Segment Open

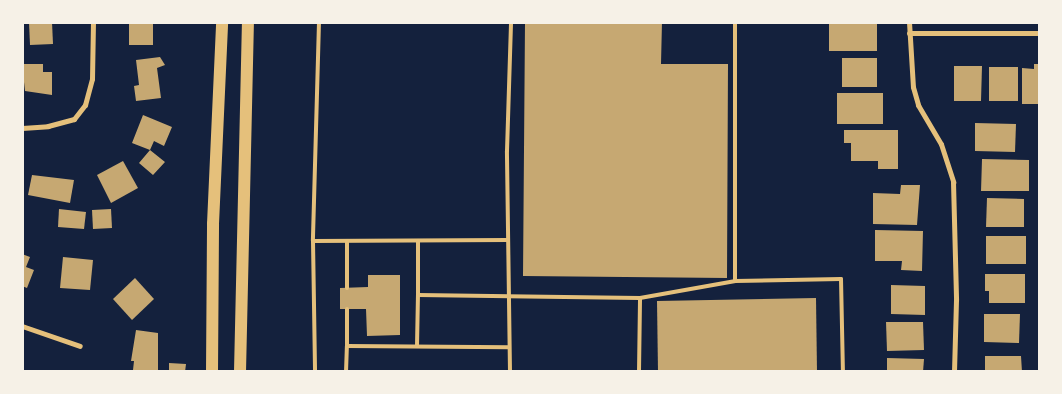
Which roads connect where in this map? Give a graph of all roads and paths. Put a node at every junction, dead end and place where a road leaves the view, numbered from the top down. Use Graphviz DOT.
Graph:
graph roads {
  1 [pos="93,22"];
  2 [pos="222,22"];
  3 [pos="248,22"];
  4 [pos="319,22"];
  5 [pos="511,22"];
  6 [pos="735,22"];
  7 [pos="909,22"];
  8 [pos="909,33"];
  9 [pos="1040,33"];
  10 [pos="22,128"];
  11 [pos="508,240"];
  12 [pos="347,241"];
  13 [pos="418,241"];
  14 [pos="313,242"];
  15 [pos="735,282"];
  16 [pos="347,288"];
  17 [pos="418,295"];
  18 [pos="508,296"];
  19 [pos="640,298"];
  20 [pos="347,309"];
  21 [pos="22,326"];
  22 [pos="80,346"];
  23 [pos="347,346"];
  24 [pos="417,346"];
  25 [pos="509,347"];
  26 [pos="212,372"];
  27 [pos="240,372"];
  28 [pos="315,372"];
  29 [pos="346,372"];
  30 [pos="510,372"];
  31 [pos="639,372"];
  32 [pos="843,372"];
  33 [pos="954,372"];
  1 -- 10 [label="street"];
  2 -- 26 [label="main road"];
  3 -- 27 [label="main road"];
  4 -- 14 [label="lane"];
  5 -- 11 [label="lane"];
  6 -- 15 [label="lane"];
  7 -- 8 [label="street"];
  8 -- 9 [label="street"];
  8 -- 33 [label="street"];
  11 -- 13 [label="lane"];
  11 -- 18 [label="lane"];
  12 -- 13 [label="lane"];
  12 -- 14 [label="lane"];
  12 -- 16 [label="lane"];
  13 -- 17 [label="lane"];
  14 -- 28 [label="lane"];
  15 -- 19 [label="lane"];
  15 -- 32 [label="lane"];
  17 -- 18 [label="lane"];
  17 -- 24 [label="lane"];
  18 -- 19 [label="lane"];
  18 -- 25 [label="lane"];
  19 -- 31 [label="lane"];
  20 -- 23 [label="lane"];
  21 -- 22 [label="street"];
  23 -- 24 [label="lane"];
  23 -- 29 [label="lane"];
  24 -- 25 [label="lane"];
  25 -- 30 [label="lane"];
}
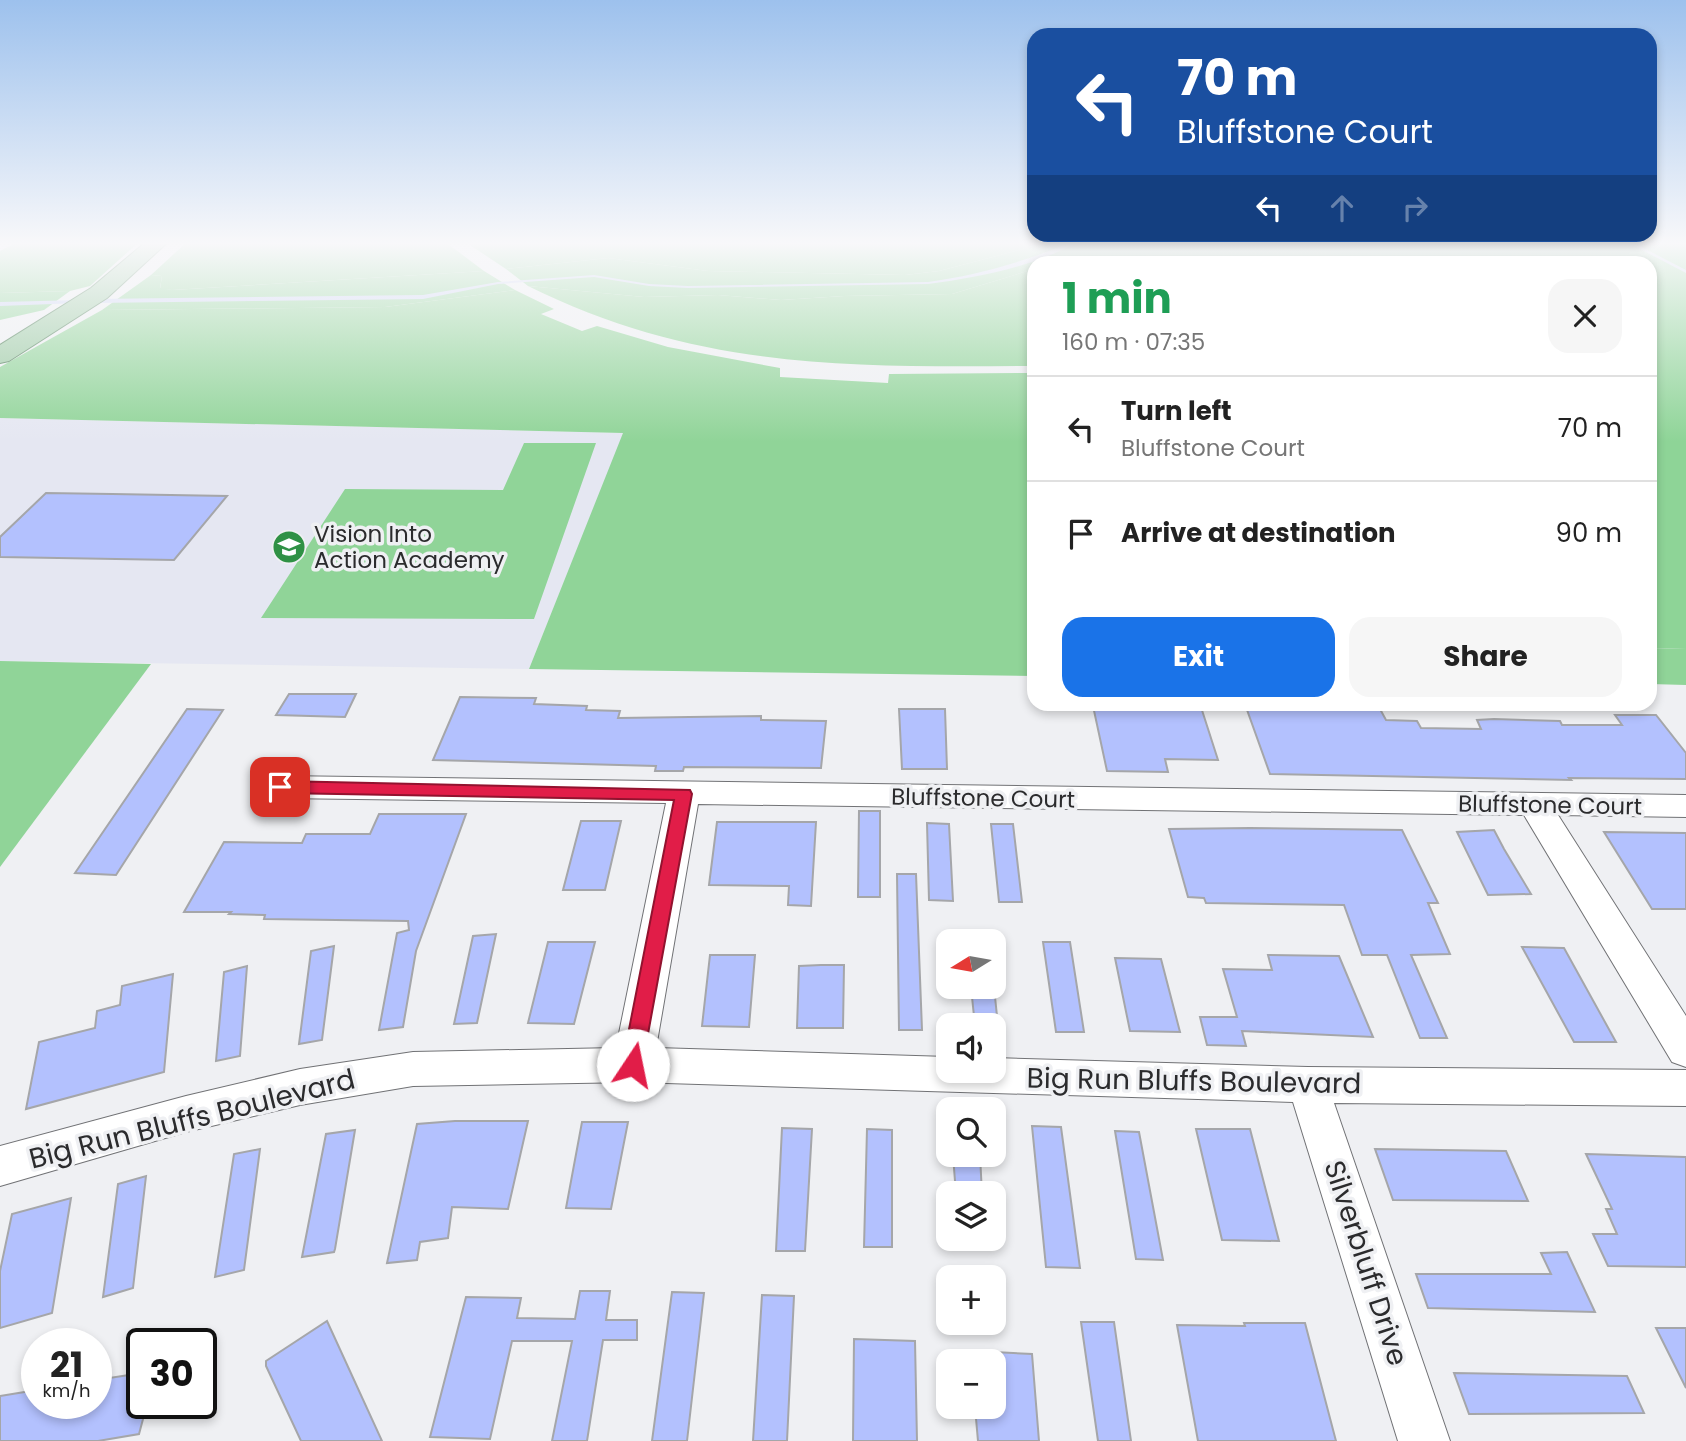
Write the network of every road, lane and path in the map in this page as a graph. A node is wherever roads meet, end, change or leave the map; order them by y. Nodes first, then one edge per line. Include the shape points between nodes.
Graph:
1 (77, 308) edge
2 (0, 356) edge
3 (280, 787) dead end
4 (684, 794) junction
5 (1534, 804) junction
6 (1686, 806) edge
7 (1686, 1050) edge
8 (633, 1065) junction
9 (1308, 1085) junction
10 (1686, 1088) edge
11 (0, 1166) edge
12 (1424, 1441) edge

1 - 2 main road
3 - 4 street, Bluffstone Court
4 - 5 street, Bluffstone Court
4 - 8 street
5 - 6 street, Bluffstone Court
5 - 7 street
8 - 9 street, Big Run Bluffs Boulevard
8 - 11 street, Big Run Bluffs Boulevard via 413,1069 312,1085 186,1114
9 - 10 street, Big Run Bluffs Boulevard
9 - 12 street, Silverbluff Drive

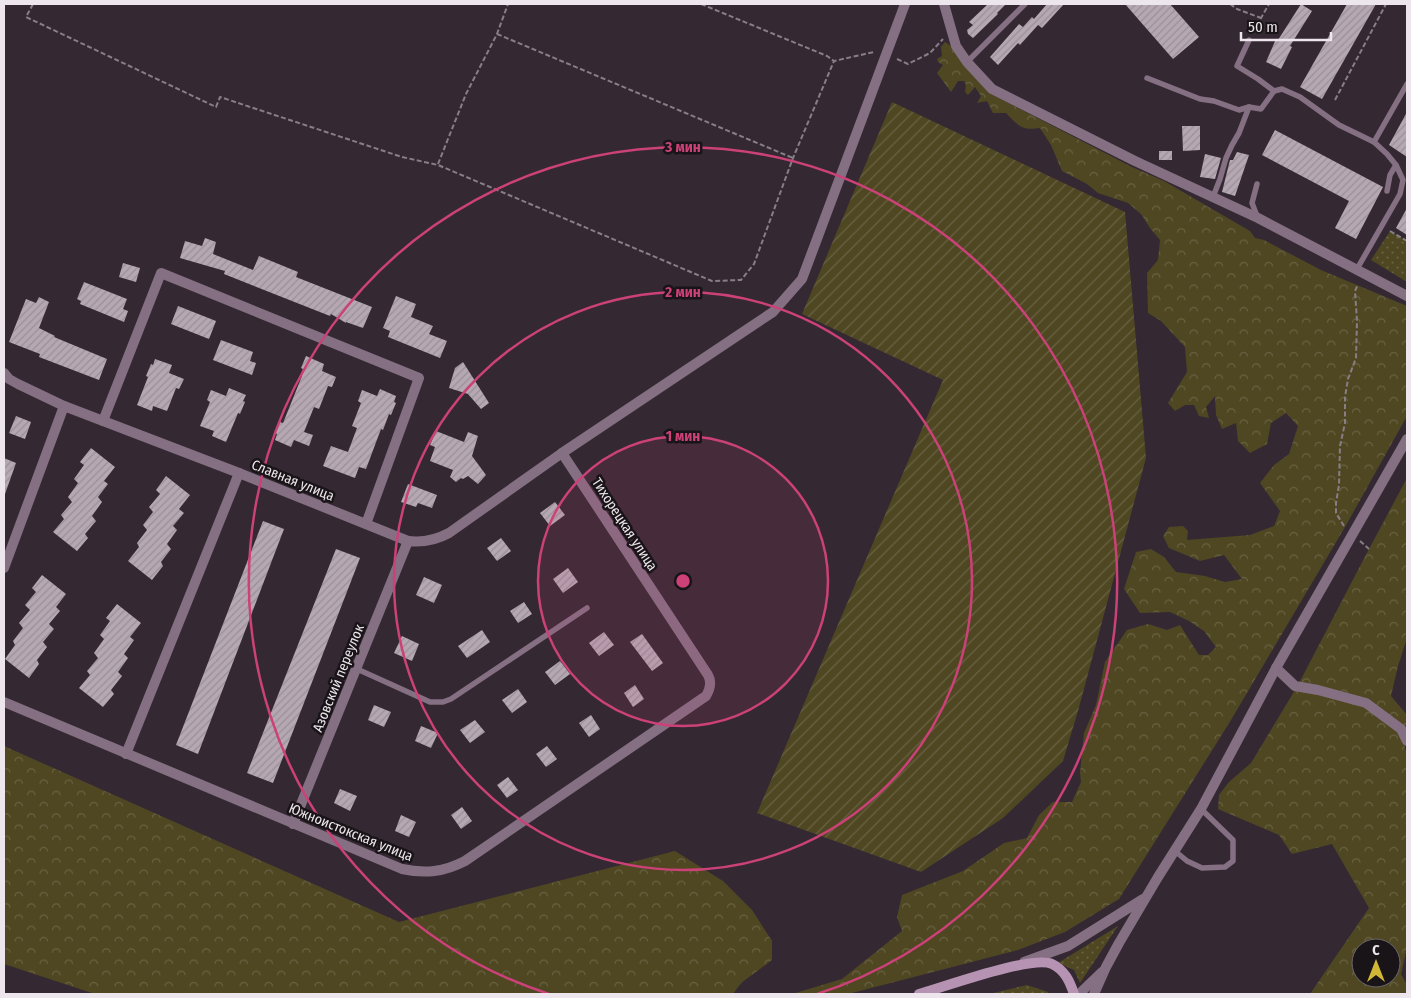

Segment Closed

§ **What to work on**:
Leave out the pictures, then copy all the remaining text in the records exactly.

§ **Result**:
Which roads connect where in this map? Give a graph of all roads and paths. Put a node at every junction, dead end and place where a road leaves the view, numbered from the top down. Use Graphviz DOT.
Graph:
graph roads {
  1 [pos="93,22"];
  2 [pos="222,22"];
  3 [pos="248,22"];
  4 [pos="319,22"];
  5 [pos="511,22"];
  6 [pos="735,22"];
  7 [pos="909,22"];
  8 [pos="909,33"];
  9 [pos="1040,33"];
  10 [pos="22,128"];
  11 [pos="508,240"];
  12 [pos="347,241"];
  13 [pos="418,241"];
  14 [pos="313,242"];
  15 [pos="735,282"];
  16 [pos="347,288"];
  17 [pos="418,295"];
  18 [pos="508,296"];
  19 [pos="640,298"];
  20 [pos="347,309"];
  21 [pos="22,326"];
  22 [pos="80,346"];
  23 [pos="347,346"];
  24 [pos="417,346"];
  25 [pos="509,347"];
  26 [pos="212,372"];
  27 [pos="240,372"];
  28 [pos="315,372"];
  29 [pos="346,372"];
  30 [pos="510,372"];
  31 [pos="639,372"];
  32 [pos="843,372"];
  33 [pos="954,372"];
  1 -- 10 [label="street"];
  2 -- 26 [label="main road"];
  3 -- 27 [label="main road"];
  4 -- 14 [label="lane"];
  5 -- 11 [label="lane"];
  6 -- 15 [label="lane"];
  7 -- 8 [label="street"];
  8 -- 9 [label="street"];
  8 -- 33 [label="street"];
  11 -- 13 [label="lane"];
  11 -- 18 [label="lane"];
  12 -- 13 [label="lane"];
  12 -- 14 [label="lane"];
  12 -- 16 [label="lane"];
  13 -- 17 [label="lane"];
  14 -- 28 [label="lane"];
  15 -- 19 [label="lane"];
  15 -- 32 [label="lane"];
  17 -- 18 [label="lane"];
  17 -- 24 [label="lane"];
  18 -- 19 [label="lane"];
  18 -- 25 [label="lane"];
  19 -- 31 [label="lane"];
  20 -- 23 [label="lane"];
  21 -- 22 [label="street"];
  23 -- 24 [label="lane"];
  23 -- 29 [label="lane"];
  24 -- 25 [label="lane"];
  25 -- 30 [label="lane"];
}
Write the network of every road, lane and path in the map in this page as a graph. A node is wherever roads meet, end, change or leave the map; order them by y. Nodes first, then one edge per line. Include the shape points between nodes.
Graph:
1 (77, 308) edge
2 (0, 356) edge
3 (280, 787) dead end
4 (684, 794) junction
5 (1534, 804) junction
6 (1686, 806) edge
7 (1686, 1050) edge
8 (633, 1065) junction
9 (1308, 1085) junction
10 (1686, 1088) edge
11 (0, 1166) edge
12 (1424, 1441) edge

1 - 2 main road
3 - 4 street, Bluffstone Court
4 - 5 street, Bluffstone Court
4 - 8 street
5 - 6 street, Bluffstone Court
5 - 7 street
8 - 9 street, Big Run Bluffs Boulevard
8 - 11 street, Big Run Bluffs Boulevard via 413,1069 312,1085 186,1114
9 - 10 street, Big Run Bluffs Boulevard
9 - 12 street, Silverbluff Drive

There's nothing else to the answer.